Charles Hamelin of Canada pose in the medal ceremony of the Men's 1500m during the ISU World Short Track Speed Skating Championships
DORDRECHT, NETHERLANDS, Mar 06: Charles Hamelin of Canada pose in the medal ceremony of the Men’s 1500m during the ISU World Short Track Speed Skating Championships on March 06, 2021 in Dordrecht, Netherlands.
(Photo by Rafal Oleksiewicz/Speed Skating Canada)

DORDRECHT, NETHERLANDS – Despite being the oldest skaters on the international circuit, Charles Hamelin continues to show that he is still among the world’s very best. The 36-year old – who is competing in the 17th World Championships of his career – was crowned world champion in the 1500m on Saturday at the ISU World Short Track Speed Skating Championships in Dordrecht, the Netherlands.

Hamelin (Sainte-Julie, Que.), who was advanced into the A Final after being involved in a collision during his semi-final, brought home gold in the 1500m in a time of 2:18.143. He finished ahead of Itzhak de Laat of the Netherlands (2:18.202) and reigning European champion Semen Elistratov of Russia (2:18.296).

It marked the third World Championship title in that distance for the national team veteran, having previously finished first in 2014 and 2018. The 2018 overall champion has now won a total of 37 World Championship medals over the course of his illustrious career, including 13 gold, 14 silver and 10 bronze.

Hamelin was also the top Canadian in the men’s 500m on Saturday, finishing third in the B Final after crashing out, which ranked him seventh overall in the distance.
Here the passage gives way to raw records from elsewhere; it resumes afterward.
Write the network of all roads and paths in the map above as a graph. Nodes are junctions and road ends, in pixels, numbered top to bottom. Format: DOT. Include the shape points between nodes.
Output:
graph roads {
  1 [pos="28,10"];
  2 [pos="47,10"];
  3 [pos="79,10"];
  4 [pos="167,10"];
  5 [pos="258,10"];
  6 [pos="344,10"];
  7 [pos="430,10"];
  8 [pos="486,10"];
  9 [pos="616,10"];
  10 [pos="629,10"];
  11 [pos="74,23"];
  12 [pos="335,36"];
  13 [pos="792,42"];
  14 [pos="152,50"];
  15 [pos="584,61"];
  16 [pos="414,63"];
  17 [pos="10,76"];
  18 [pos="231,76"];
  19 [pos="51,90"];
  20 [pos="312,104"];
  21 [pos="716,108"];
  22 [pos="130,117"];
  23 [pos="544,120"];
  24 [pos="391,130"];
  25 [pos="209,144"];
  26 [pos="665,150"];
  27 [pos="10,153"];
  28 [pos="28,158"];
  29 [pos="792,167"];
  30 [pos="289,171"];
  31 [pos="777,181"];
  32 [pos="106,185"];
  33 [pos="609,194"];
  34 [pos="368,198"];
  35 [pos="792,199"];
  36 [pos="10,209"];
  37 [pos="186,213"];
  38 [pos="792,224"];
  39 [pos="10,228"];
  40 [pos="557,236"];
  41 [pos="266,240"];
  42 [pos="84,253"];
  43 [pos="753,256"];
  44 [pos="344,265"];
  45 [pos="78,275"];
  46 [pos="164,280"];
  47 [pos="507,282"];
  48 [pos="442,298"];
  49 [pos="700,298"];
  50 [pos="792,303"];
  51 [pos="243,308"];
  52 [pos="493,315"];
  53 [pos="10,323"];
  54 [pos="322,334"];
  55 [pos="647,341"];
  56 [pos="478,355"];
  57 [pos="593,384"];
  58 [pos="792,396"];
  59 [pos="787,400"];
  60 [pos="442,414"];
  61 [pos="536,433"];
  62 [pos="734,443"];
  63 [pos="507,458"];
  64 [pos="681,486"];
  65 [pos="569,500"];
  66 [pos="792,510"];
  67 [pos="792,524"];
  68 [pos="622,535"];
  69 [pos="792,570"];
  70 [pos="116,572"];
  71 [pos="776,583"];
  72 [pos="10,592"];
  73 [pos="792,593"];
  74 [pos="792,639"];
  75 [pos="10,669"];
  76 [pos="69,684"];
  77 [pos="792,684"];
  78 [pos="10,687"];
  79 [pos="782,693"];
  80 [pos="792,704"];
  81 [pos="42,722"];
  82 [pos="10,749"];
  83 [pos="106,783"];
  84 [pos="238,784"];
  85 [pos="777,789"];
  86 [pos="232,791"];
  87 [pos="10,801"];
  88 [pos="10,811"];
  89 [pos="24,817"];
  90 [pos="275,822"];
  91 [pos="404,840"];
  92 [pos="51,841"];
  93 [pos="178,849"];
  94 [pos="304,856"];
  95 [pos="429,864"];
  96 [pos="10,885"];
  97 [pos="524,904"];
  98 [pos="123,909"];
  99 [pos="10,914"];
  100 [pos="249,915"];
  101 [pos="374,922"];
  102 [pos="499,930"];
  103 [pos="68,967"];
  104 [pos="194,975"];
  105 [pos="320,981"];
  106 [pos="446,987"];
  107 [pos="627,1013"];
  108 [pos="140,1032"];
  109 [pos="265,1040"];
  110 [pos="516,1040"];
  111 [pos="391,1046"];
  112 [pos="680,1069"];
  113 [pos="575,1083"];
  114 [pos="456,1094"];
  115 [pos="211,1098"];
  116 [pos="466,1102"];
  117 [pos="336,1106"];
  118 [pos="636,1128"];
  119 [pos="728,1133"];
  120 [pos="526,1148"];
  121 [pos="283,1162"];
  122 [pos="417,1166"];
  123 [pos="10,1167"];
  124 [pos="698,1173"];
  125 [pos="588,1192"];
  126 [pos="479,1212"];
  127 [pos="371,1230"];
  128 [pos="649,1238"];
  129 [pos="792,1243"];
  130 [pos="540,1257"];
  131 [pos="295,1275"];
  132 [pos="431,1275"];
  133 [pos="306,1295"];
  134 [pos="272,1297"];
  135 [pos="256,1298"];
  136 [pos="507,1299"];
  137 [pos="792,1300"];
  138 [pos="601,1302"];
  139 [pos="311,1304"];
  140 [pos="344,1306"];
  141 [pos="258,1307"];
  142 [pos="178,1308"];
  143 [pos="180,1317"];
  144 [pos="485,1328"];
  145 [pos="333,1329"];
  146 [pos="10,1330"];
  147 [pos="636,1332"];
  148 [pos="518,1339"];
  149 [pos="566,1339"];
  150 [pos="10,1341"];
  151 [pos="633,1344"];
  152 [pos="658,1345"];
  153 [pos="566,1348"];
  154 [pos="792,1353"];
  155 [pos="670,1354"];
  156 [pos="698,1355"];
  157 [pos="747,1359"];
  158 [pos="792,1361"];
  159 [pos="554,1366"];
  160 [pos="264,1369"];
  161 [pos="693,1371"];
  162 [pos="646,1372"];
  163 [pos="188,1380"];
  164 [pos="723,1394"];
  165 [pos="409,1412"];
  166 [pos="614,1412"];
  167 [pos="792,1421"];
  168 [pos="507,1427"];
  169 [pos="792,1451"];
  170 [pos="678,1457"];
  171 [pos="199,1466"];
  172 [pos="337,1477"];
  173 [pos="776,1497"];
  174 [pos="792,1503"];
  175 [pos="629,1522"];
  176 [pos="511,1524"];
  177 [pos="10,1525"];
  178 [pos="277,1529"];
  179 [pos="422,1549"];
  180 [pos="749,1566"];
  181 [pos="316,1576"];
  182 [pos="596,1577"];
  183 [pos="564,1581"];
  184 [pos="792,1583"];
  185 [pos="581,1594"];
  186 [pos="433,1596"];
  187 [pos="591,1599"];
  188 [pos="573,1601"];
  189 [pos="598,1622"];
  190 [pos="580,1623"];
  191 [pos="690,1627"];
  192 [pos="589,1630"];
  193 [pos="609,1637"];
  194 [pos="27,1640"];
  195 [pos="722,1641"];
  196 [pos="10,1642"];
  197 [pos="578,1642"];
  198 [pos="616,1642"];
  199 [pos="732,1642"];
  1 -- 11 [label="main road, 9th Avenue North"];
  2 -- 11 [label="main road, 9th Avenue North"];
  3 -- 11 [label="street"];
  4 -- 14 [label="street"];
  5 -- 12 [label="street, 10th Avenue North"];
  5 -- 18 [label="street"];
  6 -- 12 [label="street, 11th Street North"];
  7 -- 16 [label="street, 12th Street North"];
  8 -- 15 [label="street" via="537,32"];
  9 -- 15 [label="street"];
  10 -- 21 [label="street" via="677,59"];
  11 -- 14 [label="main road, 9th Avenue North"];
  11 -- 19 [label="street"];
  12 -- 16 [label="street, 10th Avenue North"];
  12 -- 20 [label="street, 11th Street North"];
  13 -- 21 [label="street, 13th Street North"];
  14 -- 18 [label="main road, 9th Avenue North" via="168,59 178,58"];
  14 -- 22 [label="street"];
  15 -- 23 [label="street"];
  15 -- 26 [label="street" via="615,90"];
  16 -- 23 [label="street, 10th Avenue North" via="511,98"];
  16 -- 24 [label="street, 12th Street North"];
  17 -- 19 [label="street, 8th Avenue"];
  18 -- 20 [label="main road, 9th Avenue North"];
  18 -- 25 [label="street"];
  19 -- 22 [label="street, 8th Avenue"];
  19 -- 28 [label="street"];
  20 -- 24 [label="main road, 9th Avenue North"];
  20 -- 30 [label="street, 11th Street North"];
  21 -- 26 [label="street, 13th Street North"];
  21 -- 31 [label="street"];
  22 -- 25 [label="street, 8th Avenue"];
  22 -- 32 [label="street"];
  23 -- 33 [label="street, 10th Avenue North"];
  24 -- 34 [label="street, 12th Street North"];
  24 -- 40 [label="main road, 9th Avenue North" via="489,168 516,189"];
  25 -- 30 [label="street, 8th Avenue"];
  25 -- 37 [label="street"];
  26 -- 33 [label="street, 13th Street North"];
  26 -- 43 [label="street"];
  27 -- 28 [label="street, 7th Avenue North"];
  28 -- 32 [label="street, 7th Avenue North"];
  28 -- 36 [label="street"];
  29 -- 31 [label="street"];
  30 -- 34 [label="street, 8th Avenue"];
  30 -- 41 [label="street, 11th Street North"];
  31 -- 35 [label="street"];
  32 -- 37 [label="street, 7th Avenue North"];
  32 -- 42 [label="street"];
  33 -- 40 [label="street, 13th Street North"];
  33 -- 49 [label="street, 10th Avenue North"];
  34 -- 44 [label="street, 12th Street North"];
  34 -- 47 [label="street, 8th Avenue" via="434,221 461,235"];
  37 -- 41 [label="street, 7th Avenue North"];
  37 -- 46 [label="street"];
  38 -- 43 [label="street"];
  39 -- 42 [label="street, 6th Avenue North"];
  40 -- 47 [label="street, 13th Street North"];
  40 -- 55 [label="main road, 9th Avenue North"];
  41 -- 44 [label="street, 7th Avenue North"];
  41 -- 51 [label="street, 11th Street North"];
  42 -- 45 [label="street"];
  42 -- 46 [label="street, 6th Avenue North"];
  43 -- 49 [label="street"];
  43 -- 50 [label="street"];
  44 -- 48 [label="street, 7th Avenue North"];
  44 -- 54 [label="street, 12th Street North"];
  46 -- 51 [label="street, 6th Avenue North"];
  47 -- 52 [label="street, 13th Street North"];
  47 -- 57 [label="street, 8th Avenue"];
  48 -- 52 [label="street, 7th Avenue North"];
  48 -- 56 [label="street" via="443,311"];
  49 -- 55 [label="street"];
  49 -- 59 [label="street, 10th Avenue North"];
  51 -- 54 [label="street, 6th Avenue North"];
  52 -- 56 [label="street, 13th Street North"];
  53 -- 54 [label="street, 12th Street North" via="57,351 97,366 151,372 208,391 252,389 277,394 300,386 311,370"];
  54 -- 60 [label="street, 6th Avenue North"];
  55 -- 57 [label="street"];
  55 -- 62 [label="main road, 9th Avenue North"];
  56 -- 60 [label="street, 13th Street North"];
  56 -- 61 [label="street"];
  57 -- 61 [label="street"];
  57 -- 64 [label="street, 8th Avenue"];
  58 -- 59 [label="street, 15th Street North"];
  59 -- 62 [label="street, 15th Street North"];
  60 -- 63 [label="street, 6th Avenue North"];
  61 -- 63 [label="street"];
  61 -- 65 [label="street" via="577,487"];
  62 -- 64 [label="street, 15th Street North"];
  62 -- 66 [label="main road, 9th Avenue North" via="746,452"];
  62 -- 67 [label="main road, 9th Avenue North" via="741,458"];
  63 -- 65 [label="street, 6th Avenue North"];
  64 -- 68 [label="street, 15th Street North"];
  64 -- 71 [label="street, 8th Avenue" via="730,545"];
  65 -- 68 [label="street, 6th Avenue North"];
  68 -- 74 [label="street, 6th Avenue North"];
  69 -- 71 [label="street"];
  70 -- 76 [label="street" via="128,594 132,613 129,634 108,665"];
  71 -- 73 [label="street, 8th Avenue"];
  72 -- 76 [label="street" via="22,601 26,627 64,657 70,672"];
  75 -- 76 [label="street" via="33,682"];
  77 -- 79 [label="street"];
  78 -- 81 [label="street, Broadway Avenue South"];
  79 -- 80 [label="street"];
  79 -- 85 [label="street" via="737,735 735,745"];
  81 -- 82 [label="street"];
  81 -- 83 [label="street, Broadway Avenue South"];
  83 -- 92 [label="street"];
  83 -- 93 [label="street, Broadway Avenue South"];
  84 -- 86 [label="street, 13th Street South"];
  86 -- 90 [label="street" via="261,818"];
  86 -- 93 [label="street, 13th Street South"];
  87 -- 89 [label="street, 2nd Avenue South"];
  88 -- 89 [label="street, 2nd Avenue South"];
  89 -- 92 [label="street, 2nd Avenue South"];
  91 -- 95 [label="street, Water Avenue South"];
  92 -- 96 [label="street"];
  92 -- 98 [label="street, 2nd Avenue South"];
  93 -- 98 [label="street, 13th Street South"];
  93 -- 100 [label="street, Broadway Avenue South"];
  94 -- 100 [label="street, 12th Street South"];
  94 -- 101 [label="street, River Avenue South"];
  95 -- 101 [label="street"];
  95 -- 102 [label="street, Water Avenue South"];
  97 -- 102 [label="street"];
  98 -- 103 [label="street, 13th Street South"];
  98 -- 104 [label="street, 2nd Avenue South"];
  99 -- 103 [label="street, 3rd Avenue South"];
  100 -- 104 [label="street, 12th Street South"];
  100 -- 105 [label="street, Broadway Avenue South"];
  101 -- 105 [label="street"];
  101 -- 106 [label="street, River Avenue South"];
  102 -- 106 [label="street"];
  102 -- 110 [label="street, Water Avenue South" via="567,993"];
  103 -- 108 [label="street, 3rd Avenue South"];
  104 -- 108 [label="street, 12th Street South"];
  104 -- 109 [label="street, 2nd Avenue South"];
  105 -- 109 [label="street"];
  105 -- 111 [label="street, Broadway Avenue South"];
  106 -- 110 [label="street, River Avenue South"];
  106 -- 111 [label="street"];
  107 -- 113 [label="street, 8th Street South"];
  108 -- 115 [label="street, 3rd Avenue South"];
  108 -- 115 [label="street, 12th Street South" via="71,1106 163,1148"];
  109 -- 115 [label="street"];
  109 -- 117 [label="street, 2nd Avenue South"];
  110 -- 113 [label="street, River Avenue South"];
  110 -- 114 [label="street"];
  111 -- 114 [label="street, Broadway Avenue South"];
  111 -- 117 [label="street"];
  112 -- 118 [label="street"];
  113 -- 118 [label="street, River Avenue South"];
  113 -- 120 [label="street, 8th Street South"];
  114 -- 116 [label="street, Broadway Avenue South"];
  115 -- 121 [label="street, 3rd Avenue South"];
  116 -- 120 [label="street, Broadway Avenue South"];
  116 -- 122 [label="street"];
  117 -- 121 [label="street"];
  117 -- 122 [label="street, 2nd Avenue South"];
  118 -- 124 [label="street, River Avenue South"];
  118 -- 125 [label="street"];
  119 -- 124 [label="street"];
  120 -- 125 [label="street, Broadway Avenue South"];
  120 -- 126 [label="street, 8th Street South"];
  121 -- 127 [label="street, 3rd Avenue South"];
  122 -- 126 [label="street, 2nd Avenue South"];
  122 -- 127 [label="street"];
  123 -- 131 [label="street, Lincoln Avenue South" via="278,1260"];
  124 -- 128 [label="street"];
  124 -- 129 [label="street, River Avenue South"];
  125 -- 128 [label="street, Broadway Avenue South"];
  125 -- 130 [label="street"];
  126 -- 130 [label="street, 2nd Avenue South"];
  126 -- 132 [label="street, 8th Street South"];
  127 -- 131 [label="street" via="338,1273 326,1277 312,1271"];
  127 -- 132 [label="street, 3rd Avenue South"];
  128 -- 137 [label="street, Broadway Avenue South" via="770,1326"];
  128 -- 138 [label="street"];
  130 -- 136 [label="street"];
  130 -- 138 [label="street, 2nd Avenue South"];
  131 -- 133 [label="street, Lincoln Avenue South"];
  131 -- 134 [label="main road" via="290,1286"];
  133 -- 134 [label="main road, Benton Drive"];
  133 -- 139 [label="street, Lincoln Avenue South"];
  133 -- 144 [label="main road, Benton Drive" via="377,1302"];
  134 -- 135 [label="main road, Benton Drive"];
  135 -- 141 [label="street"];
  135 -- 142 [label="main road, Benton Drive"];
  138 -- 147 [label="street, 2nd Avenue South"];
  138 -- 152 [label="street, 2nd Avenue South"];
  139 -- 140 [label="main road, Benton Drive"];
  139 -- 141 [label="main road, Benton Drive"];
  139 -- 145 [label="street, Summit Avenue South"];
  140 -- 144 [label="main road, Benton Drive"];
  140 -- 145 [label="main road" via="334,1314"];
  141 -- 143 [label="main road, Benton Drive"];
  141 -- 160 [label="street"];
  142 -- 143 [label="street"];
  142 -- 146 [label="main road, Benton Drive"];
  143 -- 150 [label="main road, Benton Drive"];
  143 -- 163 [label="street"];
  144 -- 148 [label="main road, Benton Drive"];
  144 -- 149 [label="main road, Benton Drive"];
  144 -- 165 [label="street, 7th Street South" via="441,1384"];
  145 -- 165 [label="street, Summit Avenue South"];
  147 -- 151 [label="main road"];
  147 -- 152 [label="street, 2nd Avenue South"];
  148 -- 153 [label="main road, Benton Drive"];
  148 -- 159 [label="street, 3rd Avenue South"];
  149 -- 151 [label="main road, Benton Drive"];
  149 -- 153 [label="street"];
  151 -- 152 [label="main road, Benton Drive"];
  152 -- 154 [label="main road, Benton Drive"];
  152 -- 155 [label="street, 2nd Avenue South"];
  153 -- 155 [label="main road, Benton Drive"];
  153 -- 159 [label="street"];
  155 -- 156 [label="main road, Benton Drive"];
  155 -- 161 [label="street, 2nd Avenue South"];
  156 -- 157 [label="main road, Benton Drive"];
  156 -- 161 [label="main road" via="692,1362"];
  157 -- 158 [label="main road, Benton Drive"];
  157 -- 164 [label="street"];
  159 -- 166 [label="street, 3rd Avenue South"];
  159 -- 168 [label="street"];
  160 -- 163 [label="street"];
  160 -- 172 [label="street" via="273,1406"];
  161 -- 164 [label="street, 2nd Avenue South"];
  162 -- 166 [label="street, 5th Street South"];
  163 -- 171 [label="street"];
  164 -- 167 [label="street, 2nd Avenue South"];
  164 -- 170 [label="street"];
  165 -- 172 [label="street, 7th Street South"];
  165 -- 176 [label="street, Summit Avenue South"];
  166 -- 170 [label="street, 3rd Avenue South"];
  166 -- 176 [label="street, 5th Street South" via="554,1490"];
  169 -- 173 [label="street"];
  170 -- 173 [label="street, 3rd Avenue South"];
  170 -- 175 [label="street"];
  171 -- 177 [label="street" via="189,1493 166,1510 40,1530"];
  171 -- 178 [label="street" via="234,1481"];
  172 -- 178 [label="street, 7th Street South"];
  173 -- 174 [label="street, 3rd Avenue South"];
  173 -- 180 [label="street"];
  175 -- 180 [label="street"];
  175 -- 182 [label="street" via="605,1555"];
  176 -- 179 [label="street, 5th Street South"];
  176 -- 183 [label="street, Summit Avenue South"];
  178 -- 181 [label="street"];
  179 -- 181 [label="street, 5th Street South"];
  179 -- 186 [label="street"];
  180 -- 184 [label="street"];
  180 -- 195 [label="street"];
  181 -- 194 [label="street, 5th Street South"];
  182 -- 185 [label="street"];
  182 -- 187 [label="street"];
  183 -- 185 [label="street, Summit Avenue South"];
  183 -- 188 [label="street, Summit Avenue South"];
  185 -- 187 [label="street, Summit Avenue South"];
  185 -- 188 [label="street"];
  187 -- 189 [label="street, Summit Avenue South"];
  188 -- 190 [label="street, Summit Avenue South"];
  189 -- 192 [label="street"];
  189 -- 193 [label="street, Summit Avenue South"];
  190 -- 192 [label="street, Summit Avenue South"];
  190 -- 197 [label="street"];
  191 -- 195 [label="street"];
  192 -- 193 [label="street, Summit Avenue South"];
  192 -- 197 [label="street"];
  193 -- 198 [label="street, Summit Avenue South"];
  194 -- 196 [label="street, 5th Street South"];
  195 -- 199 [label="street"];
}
World Championships rookie Maxime Laoun, who is competing internationally for the first time since suffering a severe leg injury in November 2019, finished an impressive sixth overall (2:19.262) in the 1500m. Teammate Steven Dubois (Lachenaie, Que.) was penalized in his semi-final race and finished the distance ranked 20th overall. Neither skaters advanced past the quarterfinals in the 500m.

On the women’s side, Courtney Sarault stretched past Dutch skater Xandra Velzeboer at the finish line to steal the silver medal in the 1500m (2:37.089). Reigning World Champion Suzanne Schulting of the Netherlands earned gold, while fellow Canadian Florence Brunelle (Trois-Rivières, Que.) finished third in the B Final, which ranked her 10th overall.

It was the Moncton native’s first career World Championship medal, having previously finished a career-best 11th in the 1500m in 2019. The 20-year old won bronze in the 1500m at the 2019 World Junior Championships and earned three medals in the distance on the World Cup stage, two silver and one bronze.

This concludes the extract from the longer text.